**EXERCISE**
Word for word, copy out every line of the records, omitting each picture.

**TASK INPUTS**
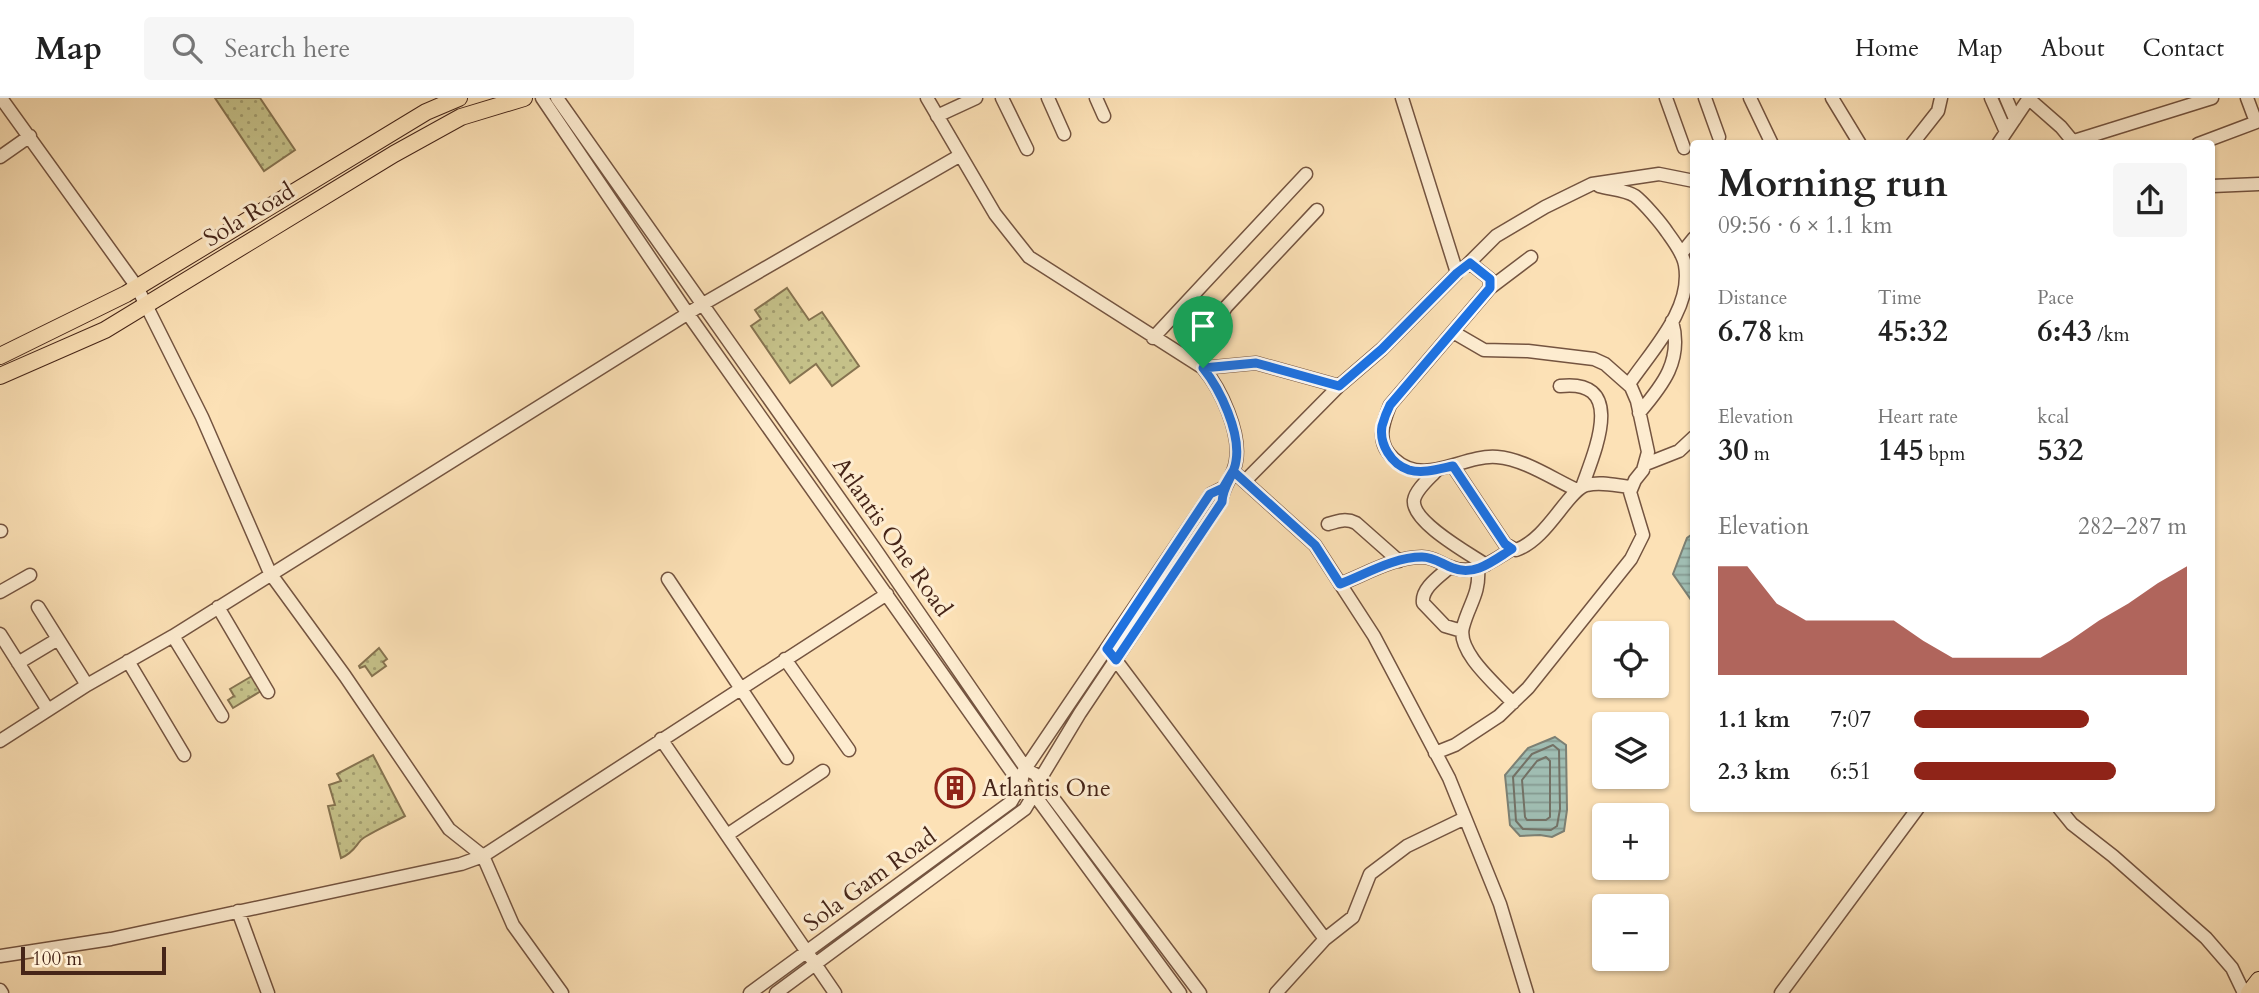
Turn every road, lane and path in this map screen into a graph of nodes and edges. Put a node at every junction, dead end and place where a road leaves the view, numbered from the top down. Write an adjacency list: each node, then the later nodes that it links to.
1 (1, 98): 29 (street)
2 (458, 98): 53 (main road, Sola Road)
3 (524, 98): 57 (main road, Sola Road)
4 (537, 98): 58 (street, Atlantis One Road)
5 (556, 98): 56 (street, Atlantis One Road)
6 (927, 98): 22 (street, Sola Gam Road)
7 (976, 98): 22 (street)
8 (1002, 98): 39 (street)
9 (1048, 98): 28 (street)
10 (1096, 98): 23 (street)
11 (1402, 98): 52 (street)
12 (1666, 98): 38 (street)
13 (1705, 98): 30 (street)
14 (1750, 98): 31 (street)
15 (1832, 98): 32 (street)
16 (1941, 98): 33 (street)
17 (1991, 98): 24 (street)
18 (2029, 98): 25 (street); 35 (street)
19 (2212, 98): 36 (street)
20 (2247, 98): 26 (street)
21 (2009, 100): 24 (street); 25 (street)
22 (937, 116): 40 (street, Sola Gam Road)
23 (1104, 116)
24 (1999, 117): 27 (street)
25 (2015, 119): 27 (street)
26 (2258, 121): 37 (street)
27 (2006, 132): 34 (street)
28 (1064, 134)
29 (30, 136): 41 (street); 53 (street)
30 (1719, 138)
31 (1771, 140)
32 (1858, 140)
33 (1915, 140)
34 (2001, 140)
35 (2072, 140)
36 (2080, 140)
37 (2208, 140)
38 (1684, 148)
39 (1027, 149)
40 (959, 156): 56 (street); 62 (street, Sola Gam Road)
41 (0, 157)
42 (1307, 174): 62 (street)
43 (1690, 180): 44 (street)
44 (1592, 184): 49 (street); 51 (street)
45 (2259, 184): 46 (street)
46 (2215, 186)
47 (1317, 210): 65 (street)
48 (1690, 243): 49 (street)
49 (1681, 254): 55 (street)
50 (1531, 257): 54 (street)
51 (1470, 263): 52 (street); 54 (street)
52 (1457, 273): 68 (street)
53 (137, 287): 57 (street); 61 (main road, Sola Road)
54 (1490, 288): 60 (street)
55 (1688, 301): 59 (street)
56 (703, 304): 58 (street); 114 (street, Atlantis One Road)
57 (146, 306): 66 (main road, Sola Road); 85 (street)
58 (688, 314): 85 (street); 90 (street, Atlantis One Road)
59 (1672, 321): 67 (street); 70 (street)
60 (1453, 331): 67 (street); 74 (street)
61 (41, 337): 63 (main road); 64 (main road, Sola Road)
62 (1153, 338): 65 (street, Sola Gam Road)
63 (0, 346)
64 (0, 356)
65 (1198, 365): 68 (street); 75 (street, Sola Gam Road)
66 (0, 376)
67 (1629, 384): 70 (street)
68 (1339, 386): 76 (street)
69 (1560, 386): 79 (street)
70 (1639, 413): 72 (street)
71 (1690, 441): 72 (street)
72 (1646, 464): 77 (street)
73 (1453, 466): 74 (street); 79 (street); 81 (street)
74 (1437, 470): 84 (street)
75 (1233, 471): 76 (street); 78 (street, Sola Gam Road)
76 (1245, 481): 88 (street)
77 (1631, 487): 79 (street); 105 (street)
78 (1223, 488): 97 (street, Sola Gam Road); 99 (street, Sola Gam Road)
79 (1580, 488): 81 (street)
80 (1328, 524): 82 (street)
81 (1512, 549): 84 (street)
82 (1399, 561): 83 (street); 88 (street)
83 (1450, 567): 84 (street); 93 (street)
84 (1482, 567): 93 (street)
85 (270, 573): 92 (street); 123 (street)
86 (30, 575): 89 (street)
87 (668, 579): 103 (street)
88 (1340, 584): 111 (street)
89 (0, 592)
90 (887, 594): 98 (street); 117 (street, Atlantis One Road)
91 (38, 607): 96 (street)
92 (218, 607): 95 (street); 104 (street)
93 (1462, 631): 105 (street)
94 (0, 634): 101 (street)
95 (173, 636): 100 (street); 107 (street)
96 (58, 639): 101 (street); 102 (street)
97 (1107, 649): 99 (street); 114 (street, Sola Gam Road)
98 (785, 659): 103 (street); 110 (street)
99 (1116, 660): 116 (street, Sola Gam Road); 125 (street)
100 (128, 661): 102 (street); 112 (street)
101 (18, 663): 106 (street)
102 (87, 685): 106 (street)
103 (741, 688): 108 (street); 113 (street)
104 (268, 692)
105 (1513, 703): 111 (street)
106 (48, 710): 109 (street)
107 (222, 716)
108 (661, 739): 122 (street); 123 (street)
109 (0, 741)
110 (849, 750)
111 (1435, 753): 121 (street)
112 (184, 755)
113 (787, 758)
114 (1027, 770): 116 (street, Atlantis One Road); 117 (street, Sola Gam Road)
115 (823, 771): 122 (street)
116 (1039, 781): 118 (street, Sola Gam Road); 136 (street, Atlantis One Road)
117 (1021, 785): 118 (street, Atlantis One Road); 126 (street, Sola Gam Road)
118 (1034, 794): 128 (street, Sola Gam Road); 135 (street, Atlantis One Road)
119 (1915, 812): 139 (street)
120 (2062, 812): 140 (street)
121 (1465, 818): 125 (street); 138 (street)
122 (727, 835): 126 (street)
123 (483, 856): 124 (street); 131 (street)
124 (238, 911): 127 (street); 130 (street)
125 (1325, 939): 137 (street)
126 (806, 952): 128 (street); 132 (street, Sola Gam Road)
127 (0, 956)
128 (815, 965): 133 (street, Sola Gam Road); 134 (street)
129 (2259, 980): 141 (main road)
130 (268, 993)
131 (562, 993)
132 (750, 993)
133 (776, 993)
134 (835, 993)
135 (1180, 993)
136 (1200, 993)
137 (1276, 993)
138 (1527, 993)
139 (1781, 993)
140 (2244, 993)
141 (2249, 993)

**WRITTEN SOLUTION**
Turn every road, lane and path in this map screen into a graph of nodes and edges. Put a node at every junction, dead end and place where a road leaves the view, numbered from the top down. Write an adjacency list: each node, then the later nodes that it links to.
1 (1, 98): 29 (street)
2 (458, 98): 53 (main road, Sola Road)
3 (524, 98): 57 (main road, Sola Road)
4 (537, 98): 58 (street, Atlantis One Road)
5 (556, 98): 56 (street, Atlantis One Road)
6 (927, 98): 22 (street, Sola Gam Road)
7 (976, 98): 22 (street)
8 (1002, 98): 39 (street)
9 (1048, 98): 28 (street)
10 (1096, 98): 23 (street)
11 (1402, 98): 52 (street)
12 (1666, 98): 38 (street)
13 (1705, 98): 30 (street)
14 (1750, 98): 31 (street)
15 (1832, 98): 32 (street)
16 (1941, 98): 33 (street)
17 (1991, 98): 24 (street)
18 (2029, 98): 25 (street); 35 (street)
19 (2212, 98): 36 (street)
20 (2247, 98): 26 (street)
21 (2009, 100): 24 (street); 25 (street)
22 (937, 116): 40 (street, Sola Gam Road)
23 (1104, 116)
24 (1999, 117): 27 (street)
25 (2015, 119): 27 (street)
26 (2258, 121): 37 (street)
27 (2006, 132): 34 (street)
28 (1064, 134)
29 (30, 136): 41 (street); 53 (street)
30 (1719, 138)
31 (1771, 140)
32 (1858, 140)
33 (1915, 140)
34 (2001, 140)
35 (2072, 140)
36 (2080, 140)
37 (2208, 140)
38 (1684, 148)
39 (1027, 149)
40 (959, 156): 56 (street); 62 (street, Sola Gam Road)
41 (0, 157)
42 (1307, 174): 62 (street)
43 (1690, 180): 44 (street)
44 (1592, 184): 49 (street); 51 (street)
45 (2259, 184): 46 (street)
46 (2215, 186)
47 (1317, 210): 65 (street)
48 (1690, 243): 49 (street)
49 (1681, 254): 55 (street)
50 (1531, 257): 54 (street)
51 (1470, 263): 52 (street); 54 (street)
52 (1457, 273): 68 (street)
53 (137, 287): 57 (street); 61 (main road, Sola Road)
54 (1490, 288): 60 (street)
55 (1688, 301): 59 (street)
56 (703, 304): 58 (street); 114 (street, Atlantis One Road)
57 (146, 306): 66 (main road, Sola Road); 85 (street)
58 (688, 314): 85 (street); 90 (street, Atlantis One Road)
59 (1672, 321): 67 (street); 70 (street)
60 (1453, 331): 67 (street); 74 (street)
61 (41, 337): 63 (main road); 64 (main road, Sola Road)
62 (1153, 338): 65 (street, Sola Gam Road)
63 (0, 346)
64 (0, 356)
65 (1198, 365): 68 (street); 75 (street, Sola Gam Road)
66 (0, 376)
67 (1629, 384): 70 (street)
68 (1339, 386): 76 (street)
69 (1560, 386): 79 (street)
70 (1639, 413): 72 (street)
71 (1690, 441): 72 (street)
72 (1646, 464): 77 (street)
73 (1453, 466): 74 (street); 79 (street); 81 (street)
74 (1437, 470): 84 (street)
75 (1233, 471): 76 (street); 78 (street, Sola Gam Road)
76 (1245, 481): 88 (street)
77 (1631, 487): 79 (street); 105 (street)
78 (1223, 488): 97 (street, Sola Gam Road); 99 (street, Sola Gam Road)
79 (1580, 488): 81 (street)
80 (1328, 524): 82 (street)
81 (1512, 549): 84 (street)
82 (1399, 561): 83 (street); 88 (street)
83 (1450, 567): 84 (street); 93 (street)
84 (1482, 567): 93 (street)
85 (270, 573): 92 (street); 123 (street)
86 (30, 575): 89 (street)
87 (668, 579): 103 (street)
88 (1340, 584): 111 (street)
89 (0, 592)
90 (887, 594): 98 (street); 117 (street, Atlantis One Road)
91 (38, 607): 96 (street)
92 (218, 607): 95 (street); 104 (street)
93 (1462, 631): 105 (street)
94 (0, 634): 101 (street)
95 (173, 636): 100 (street); 107 (street)
96 (58, 639): 101 (street); 102 (street)
97 (1107, 649): 99 (street); 114 (street, Sola Gam Road)
98 (785, 659): 103 (street); 110 (street)
99 (1116, 660): 116 (street, Sola Gam Road); 125 (street)
100 (128, 661): 102 (street); 112 (street)
101 (18, 663): 106 (street)
102 (87, 685): 106 (street)
103 (741, 688): 108 (street); 113 (street)
104 (268, 692)
105 (1513, 703): 111 (street)
106 (48, 710): 109 (street)
107 (222, 716)
108 (661, 739): 122 (street); 123 (street)
109 (0, 741)
110 (849, 750)
111 (1435, 753): 121 (street)
112 (184, 755)
113 (787, 758)
114 (1027, 770): 116 (street, Atlantis One Road); 117 (street, Sola Gam Road)
115 (823, 771): 122 (street)
116 (1039, 781): 118 (street, Sola Gam Road); 136 (street, Atlantis One Road)
117 (1021, 785): 118 (street, Atlantis One Road); 126 (street, Sola Gam Road)
118 (1034, 794): 128 (street, Sola Gam Road); 135 (street, Atlantis One Road)
119 (1915, 812): 139 (street)
120 (2062, 812): 140 (street)
121 (1465, 818): 125 (street); 138 (street)
122 (727, 835): 126 (street)
123 (483, 856): 124 (street); 131 (street)
124 (238, 911): 127 (street); 130 (street)
125 (1325, 939): 137 (street)
126 (806, 952): 128 (street); 132 (street, Sola Gam Road)
127 (0, 956)
128 (815, 965): 133 (street, Sola Gam Road); 134 (street)
129 (2259, 980): 141 (main road)
130 (268, 993)
131 (562, 993)
132 (750, 993)
133 (776, 993)
134 (835, 993)
135 (1180, 993)
136 (1200, 993)
137 (1276, 993)
138 (1527, 993)
139 (1781, 993)
140 (2244, 993)
141 (2249, 993)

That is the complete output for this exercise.